The current Elasticsearch Connector (4.2.2-SNAPSHOT) [1] does not allow Couchbase documents to be filtered before written to Elasticsearch, except the following example: [2]

[[elasticsearch.type]]
  # Index can be inferred from document ID by including a capturing group
  # named "index". This example matches IDs that start with one or more
  # characters followed by "::". It directs "user::alice" to index "user",
  # and "foo::bar::123" to index "foo".
  regex = '(?<index>.+?)::.*'

We mostly have randomized document IDs, for example, 32 character long alphabetical strings. Other document classes are stored in the document itself.

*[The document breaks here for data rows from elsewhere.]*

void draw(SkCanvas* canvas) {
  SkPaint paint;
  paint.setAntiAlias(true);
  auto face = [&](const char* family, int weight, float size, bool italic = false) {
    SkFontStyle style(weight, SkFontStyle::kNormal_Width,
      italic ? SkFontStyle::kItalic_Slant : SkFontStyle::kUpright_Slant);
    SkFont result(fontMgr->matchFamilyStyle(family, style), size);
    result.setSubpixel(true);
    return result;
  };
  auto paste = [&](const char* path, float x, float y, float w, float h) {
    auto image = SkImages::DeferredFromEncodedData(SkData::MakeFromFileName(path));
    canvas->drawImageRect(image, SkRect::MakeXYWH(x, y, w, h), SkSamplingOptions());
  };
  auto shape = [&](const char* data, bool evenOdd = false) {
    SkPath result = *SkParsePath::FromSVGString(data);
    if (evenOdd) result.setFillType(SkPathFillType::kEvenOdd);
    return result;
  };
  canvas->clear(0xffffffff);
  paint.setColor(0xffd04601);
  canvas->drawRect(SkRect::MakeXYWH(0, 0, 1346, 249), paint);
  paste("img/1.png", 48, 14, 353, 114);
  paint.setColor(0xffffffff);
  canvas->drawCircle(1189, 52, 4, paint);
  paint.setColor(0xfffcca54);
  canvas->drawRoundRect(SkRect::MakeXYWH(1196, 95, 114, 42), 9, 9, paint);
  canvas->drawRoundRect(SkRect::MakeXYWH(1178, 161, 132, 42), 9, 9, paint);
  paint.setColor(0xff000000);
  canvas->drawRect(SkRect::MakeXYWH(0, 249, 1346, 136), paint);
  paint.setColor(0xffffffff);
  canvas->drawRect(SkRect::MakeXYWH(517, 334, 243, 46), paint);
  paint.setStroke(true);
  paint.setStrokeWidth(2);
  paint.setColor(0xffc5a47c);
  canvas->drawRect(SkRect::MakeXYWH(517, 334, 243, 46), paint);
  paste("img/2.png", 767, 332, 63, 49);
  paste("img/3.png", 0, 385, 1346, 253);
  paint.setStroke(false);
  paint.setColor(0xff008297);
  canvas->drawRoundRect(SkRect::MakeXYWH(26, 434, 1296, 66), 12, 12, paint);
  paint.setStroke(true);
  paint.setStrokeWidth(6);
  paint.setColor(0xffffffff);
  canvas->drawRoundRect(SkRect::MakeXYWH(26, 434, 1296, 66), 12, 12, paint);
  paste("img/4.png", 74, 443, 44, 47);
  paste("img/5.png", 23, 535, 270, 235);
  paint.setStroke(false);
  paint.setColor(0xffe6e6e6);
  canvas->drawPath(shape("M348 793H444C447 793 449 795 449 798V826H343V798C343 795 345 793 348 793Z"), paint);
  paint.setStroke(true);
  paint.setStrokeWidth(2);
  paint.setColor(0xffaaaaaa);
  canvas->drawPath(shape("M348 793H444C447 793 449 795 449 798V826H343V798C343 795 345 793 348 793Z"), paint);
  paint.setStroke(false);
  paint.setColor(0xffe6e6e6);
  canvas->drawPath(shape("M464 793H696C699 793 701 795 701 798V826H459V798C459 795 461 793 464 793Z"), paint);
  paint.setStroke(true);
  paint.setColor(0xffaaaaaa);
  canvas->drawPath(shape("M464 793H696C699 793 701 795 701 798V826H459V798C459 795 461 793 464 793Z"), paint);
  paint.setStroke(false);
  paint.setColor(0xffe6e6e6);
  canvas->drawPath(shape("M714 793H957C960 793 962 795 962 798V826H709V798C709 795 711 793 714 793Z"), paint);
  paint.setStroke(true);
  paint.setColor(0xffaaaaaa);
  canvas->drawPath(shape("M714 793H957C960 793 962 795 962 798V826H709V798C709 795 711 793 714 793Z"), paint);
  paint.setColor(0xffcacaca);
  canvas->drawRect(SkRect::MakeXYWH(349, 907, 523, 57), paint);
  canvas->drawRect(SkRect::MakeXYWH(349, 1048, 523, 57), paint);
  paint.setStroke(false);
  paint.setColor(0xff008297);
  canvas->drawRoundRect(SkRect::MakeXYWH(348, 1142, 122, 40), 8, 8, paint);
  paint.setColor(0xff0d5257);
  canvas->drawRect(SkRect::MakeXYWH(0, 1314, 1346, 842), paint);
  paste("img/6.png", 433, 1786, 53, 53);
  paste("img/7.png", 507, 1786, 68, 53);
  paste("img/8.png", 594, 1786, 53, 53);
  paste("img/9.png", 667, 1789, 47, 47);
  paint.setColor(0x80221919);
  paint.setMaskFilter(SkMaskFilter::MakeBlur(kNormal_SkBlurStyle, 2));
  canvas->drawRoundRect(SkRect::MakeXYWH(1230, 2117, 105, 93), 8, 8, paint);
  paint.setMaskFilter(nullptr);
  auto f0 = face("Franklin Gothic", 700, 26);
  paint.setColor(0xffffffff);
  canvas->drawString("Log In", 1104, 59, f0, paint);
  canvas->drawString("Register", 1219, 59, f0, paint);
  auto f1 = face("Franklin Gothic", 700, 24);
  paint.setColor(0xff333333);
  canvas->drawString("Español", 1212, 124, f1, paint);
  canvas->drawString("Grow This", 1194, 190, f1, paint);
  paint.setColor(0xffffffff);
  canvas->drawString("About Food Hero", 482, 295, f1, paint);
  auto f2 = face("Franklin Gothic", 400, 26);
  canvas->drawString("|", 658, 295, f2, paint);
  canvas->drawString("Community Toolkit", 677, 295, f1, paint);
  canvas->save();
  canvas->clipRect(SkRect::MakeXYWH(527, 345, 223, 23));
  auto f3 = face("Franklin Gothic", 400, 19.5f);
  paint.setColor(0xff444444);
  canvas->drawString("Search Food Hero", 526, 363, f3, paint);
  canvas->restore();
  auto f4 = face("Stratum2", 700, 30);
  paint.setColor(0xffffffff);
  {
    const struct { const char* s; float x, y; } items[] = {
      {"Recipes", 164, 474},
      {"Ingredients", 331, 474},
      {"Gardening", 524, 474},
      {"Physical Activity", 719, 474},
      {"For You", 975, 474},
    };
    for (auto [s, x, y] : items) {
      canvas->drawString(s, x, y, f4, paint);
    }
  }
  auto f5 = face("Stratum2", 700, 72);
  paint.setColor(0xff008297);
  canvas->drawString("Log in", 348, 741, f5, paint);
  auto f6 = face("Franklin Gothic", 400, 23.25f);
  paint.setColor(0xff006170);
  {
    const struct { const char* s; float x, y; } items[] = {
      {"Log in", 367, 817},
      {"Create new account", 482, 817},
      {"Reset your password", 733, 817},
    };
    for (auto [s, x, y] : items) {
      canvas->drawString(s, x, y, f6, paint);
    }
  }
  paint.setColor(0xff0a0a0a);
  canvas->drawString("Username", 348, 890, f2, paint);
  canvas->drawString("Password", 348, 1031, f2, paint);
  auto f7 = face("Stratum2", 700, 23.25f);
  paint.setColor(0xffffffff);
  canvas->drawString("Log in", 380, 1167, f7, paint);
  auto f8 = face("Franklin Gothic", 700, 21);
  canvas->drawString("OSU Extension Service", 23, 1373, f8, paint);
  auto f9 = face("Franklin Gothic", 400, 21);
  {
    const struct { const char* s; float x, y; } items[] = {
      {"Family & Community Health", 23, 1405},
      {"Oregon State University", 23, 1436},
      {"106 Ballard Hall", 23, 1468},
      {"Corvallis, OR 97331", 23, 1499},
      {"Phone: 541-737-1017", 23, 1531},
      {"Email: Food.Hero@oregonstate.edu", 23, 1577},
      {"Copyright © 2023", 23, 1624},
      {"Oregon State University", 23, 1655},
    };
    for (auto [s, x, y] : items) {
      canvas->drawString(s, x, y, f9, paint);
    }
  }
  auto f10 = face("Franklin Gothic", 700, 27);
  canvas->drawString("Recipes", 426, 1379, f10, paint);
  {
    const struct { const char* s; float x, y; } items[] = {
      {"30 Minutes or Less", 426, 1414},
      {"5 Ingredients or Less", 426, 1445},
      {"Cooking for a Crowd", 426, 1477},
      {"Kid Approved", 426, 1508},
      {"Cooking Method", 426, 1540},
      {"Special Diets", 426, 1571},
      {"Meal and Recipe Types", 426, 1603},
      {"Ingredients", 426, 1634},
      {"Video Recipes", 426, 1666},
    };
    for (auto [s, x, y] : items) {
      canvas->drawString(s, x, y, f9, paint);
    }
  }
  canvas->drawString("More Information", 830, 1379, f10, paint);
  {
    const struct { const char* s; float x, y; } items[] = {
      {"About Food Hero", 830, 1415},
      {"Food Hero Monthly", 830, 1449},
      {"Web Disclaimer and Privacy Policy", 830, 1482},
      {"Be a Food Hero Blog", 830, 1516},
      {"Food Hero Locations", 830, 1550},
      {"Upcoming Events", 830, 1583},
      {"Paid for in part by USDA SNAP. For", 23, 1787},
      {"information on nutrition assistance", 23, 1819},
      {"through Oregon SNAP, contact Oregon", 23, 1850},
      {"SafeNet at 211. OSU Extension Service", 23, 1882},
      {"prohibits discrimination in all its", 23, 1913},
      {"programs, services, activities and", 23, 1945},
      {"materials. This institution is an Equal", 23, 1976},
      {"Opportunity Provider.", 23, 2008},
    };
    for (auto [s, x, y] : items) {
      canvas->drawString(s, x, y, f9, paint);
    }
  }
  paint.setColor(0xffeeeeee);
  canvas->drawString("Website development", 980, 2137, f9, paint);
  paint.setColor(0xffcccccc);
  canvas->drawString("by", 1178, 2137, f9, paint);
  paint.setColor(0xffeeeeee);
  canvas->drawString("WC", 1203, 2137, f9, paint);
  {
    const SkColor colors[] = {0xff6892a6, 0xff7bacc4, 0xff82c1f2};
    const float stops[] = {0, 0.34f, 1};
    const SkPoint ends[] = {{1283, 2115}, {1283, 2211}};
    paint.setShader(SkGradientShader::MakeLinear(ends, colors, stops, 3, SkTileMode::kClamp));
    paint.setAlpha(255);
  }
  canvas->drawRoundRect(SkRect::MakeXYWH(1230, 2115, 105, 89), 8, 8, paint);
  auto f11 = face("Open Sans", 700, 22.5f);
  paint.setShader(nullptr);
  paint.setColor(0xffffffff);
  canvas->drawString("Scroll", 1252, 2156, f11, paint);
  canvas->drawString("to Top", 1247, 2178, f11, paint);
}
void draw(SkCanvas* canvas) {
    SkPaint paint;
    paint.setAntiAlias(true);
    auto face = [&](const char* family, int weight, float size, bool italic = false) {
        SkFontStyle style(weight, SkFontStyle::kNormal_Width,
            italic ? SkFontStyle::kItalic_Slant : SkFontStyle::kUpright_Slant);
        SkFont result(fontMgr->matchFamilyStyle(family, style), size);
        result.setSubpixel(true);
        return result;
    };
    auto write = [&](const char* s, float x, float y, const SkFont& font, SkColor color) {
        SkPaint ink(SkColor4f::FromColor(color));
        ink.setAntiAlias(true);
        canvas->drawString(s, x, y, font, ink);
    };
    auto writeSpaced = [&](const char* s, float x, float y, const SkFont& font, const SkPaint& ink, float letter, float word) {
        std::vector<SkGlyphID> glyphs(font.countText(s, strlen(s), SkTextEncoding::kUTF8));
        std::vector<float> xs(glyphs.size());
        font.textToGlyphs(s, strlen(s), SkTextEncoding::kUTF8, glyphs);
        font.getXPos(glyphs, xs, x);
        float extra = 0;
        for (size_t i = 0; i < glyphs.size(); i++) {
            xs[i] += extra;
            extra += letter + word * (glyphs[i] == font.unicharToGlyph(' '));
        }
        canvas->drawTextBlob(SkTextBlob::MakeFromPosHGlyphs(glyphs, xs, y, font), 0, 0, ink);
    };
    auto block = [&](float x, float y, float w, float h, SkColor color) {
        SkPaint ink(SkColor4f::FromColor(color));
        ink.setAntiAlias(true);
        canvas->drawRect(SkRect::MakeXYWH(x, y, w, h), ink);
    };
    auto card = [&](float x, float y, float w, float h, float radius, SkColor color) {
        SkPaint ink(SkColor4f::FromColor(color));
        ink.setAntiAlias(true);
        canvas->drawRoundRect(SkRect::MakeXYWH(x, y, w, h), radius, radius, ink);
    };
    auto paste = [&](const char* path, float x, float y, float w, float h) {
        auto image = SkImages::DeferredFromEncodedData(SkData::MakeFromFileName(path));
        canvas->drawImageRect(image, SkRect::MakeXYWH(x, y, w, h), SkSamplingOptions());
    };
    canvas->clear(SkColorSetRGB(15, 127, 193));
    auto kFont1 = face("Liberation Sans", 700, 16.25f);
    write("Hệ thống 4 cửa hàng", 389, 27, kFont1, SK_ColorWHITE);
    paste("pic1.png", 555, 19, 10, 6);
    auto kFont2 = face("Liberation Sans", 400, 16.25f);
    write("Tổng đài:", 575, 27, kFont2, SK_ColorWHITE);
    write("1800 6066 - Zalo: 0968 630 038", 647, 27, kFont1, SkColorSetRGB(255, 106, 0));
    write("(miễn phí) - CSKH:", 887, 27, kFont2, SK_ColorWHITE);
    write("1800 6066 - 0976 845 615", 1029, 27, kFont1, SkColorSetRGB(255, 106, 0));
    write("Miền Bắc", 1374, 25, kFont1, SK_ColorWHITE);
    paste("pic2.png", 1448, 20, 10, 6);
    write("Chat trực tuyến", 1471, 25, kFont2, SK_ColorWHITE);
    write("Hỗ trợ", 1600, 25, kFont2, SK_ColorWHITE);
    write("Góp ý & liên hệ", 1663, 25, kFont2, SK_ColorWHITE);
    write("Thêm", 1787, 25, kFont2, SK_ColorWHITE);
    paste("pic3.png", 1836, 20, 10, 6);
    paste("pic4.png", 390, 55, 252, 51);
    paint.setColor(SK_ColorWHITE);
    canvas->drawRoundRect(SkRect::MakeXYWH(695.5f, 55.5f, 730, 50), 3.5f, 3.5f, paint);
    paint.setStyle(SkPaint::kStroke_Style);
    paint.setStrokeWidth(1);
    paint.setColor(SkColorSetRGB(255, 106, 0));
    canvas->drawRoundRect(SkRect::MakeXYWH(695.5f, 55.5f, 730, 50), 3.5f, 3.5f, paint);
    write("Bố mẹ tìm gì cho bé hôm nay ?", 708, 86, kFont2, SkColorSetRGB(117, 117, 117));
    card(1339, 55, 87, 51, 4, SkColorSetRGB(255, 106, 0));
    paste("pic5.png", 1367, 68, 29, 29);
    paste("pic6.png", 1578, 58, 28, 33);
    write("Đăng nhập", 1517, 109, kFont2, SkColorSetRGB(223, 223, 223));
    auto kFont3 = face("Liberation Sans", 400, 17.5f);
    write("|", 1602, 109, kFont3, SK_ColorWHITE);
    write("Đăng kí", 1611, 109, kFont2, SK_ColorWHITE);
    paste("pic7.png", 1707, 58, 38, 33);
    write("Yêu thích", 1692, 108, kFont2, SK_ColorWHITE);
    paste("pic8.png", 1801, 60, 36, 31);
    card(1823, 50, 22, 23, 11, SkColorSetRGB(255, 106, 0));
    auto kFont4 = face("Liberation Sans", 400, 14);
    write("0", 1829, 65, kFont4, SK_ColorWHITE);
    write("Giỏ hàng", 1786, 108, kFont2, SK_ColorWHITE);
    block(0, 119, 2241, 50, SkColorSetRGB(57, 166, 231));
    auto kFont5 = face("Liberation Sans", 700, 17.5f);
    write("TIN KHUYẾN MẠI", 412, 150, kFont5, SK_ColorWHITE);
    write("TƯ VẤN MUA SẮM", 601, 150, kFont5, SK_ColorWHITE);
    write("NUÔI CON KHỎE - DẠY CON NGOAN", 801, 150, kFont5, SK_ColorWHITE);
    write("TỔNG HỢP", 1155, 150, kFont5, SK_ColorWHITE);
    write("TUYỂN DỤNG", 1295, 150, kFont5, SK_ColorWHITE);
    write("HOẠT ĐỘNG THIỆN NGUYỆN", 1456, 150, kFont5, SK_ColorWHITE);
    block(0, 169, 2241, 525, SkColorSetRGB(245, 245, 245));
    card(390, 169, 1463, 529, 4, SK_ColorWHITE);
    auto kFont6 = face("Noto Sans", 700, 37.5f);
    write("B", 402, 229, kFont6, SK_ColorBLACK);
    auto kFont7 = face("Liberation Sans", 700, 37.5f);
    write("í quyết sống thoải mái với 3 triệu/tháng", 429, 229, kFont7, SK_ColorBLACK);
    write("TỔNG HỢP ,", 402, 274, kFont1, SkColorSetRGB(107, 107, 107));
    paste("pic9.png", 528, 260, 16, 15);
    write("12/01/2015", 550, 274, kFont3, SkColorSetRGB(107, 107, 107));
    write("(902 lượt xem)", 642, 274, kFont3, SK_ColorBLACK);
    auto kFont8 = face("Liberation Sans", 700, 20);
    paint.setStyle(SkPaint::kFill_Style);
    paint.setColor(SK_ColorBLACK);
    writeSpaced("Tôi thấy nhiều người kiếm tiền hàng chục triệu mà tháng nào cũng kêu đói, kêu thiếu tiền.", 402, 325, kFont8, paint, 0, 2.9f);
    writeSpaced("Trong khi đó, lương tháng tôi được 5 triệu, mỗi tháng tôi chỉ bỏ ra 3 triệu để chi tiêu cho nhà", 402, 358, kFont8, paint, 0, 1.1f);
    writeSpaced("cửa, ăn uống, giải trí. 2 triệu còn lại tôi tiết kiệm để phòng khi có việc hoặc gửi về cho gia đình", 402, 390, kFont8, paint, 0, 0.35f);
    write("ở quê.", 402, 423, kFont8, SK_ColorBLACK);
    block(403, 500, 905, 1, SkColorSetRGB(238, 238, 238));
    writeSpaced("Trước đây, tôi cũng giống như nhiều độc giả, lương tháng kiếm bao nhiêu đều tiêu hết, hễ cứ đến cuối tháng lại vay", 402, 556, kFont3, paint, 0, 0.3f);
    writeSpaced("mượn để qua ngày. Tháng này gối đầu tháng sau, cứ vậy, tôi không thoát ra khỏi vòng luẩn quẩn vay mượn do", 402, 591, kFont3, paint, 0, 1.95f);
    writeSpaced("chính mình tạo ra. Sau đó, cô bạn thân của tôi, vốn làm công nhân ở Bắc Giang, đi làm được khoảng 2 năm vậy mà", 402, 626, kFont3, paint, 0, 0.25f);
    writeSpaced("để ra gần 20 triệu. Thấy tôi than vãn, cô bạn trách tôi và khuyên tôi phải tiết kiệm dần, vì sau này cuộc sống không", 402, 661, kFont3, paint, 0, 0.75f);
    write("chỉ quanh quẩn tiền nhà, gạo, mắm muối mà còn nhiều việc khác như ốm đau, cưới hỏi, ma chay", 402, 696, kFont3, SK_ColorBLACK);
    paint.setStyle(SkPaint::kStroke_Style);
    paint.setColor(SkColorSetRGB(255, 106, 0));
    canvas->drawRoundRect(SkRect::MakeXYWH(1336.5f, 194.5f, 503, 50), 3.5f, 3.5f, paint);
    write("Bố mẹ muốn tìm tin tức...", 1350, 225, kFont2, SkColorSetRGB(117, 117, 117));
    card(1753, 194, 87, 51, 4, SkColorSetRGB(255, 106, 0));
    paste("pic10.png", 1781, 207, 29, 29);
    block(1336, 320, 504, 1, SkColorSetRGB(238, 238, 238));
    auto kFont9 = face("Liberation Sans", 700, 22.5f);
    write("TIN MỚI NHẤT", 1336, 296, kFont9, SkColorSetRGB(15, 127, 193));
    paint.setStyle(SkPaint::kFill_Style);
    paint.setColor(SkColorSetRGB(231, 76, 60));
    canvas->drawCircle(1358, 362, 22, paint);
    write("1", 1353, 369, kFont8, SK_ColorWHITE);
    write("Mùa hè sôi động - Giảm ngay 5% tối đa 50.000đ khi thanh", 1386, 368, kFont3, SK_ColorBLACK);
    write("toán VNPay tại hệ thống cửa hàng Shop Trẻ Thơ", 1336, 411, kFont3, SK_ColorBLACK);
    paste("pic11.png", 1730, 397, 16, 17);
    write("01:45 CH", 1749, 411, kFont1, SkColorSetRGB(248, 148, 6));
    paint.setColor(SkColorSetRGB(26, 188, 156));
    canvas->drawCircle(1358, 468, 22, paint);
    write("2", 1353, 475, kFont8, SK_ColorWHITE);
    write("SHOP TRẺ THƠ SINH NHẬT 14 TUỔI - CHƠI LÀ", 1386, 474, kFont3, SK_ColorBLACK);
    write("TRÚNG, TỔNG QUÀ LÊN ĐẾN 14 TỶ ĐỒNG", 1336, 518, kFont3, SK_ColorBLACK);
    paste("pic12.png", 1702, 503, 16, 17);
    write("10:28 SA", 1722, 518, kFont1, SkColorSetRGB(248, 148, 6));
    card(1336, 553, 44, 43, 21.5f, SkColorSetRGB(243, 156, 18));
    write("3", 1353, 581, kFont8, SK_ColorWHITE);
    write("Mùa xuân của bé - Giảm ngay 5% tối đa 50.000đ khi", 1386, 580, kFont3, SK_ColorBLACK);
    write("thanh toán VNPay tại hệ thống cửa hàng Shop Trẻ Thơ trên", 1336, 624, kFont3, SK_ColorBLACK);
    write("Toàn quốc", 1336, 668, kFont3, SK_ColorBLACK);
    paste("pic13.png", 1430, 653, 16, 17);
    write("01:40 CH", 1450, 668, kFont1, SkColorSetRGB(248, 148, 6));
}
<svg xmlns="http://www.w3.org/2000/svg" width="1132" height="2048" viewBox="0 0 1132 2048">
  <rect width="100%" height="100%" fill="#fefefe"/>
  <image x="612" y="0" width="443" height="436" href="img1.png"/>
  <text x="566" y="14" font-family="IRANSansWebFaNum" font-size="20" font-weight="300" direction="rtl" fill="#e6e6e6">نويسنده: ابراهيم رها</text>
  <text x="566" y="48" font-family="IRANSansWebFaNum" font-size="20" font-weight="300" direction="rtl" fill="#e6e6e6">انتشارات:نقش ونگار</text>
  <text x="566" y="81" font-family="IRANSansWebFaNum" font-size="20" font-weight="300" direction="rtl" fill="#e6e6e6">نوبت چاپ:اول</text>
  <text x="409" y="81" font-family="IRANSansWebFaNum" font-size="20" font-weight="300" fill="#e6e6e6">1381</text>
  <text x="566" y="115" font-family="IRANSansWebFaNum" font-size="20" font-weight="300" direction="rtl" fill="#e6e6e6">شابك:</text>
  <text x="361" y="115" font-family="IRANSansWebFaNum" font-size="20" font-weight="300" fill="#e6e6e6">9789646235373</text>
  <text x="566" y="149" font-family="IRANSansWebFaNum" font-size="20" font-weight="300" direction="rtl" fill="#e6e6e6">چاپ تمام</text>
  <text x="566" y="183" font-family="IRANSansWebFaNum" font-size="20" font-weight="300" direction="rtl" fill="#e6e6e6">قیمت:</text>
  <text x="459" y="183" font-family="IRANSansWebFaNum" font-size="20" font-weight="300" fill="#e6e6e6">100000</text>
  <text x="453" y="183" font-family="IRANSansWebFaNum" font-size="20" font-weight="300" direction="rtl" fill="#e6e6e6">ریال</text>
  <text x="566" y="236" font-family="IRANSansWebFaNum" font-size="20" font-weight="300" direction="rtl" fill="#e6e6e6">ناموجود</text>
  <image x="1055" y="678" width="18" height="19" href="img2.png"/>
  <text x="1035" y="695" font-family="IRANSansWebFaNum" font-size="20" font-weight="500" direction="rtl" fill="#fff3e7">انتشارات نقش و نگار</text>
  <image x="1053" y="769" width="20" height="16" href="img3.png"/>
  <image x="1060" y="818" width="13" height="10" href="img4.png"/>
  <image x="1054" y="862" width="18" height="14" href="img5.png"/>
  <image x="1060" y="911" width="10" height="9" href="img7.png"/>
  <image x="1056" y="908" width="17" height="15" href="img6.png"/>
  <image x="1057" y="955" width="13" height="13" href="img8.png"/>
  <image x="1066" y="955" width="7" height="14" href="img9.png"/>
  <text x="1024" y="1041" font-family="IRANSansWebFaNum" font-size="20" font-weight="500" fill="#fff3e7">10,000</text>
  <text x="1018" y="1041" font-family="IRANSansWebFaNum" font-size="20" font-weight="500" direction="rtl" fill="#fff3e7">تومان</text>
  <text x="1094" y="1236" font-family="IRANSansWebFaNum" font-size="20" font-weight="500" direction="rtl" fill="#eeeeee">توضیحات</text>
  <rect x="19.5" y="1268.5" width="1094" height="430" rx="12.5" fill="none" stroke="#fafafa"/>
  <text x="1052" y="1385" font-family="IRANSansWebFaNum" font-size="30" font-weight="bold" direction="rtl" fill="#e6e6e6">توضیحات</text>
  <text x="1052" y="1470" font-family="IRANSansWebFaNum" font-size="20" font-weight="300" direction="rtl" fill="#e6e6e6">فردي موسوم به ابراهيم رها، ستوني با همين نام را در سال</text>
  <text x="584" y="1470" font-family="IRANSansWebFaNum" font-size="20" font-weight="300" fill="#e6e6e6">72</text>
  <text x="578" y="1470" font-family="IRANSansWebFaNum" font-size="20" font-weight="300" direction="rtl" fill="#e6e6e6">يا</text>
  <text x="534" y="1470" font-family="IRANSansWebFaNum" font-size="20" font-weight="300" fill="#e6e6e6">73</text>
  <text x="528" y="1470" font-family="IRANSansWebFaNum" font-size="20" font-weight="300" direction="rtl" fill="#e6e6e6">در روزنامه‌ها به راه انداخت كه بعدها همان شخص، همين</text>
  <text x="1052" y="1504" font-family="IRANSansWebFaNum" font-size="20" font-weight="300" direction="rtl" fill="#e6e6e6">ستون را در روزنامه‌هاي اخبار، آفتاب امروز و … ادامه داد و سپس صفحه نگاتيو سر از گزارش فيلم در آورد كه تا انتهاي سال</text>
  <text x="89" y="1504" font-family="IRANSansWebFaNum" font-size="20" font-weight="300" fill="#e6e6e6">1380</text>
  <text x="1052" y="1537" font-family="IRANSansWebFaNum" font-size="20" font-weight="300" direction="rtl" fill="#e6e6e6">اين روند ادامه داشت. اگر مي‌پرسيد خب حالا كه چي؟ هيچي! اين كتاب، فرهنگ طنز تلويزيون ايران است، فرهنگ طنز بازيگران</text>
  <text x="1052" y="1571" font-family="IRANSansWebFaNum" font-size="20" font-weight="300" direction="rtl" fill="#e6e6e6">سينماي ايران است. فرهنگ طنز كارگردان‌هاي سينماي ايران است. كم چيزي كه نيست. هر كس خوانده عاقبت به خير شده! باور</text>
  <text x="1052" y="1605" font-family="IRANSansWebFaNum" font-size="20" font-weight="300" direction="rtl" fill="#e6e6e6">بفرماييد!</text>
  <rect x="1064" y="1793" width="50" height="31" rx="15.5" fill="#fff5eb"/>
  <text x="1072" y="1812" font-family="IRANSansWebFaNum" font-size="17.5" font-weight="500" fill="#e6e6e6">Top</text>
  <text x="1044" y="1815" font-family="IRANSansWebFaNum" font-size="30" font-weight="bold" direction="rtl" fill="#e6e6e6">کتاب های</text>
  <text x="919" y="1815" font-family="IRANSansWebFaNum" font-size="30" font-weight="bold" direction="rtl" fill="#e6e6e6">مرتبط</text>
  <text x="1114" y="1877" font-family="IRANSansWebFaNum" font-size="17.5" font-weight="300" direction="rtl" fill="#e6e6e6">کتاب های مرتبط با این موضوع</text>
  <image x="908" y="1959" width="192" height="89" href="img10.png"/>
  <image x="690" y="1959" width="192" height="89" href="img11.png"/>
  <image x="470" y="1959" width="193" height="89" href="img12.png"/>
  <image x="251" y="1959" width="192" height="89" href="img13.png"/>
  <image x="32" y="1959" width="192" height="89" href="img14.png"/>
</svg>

For example type, class, interestGroup and such.

It would be nice to have filters like type="News" AND interestGroup="Group57" - not expressed exactly like this in the configuration file at [2], but simple AND + OR and exact matching would be great!

  • Is there anything like this ever been considered?
  • There is a slight chance I think that we missed something, and there is something like this, isn’t there?
  • If to anywhere, I would probably place the filter right here, [3] and not let it to go to the eventSink. What do you think? @david.nault

[1] https://github.com/couchbase/couchbase-elasticsearch-connector
[2] https://github.com/couchbase/couchbase-elasticsearch-connector/blob/765cf72351719ebbfa52bf437a5c470ca8bb2eb8/src/dist/config/example-connector.toml#L162
[3] https://github.com/couchbase/couchbase-elasticsearch-connector/blob/765cf72351719ebbfa52bf437a5c470ca8bb2eb8/src/main/java/com/couchbase/connector/dcp/DcpHelper.java#L144

1 Like

Hi Zoltan,

This is a reasonable thing to want to do. The database change protocol used by the connector places some limitations on us though. Deletion notifications do not include the content of the deleted document. This means the connector would not be able to route deletions to the correct index. In the past we’ve accommodated this by adding an “ignoreDeletes” flag to the the definition, and requiring it be set to true for all rules that need to inspect the document content.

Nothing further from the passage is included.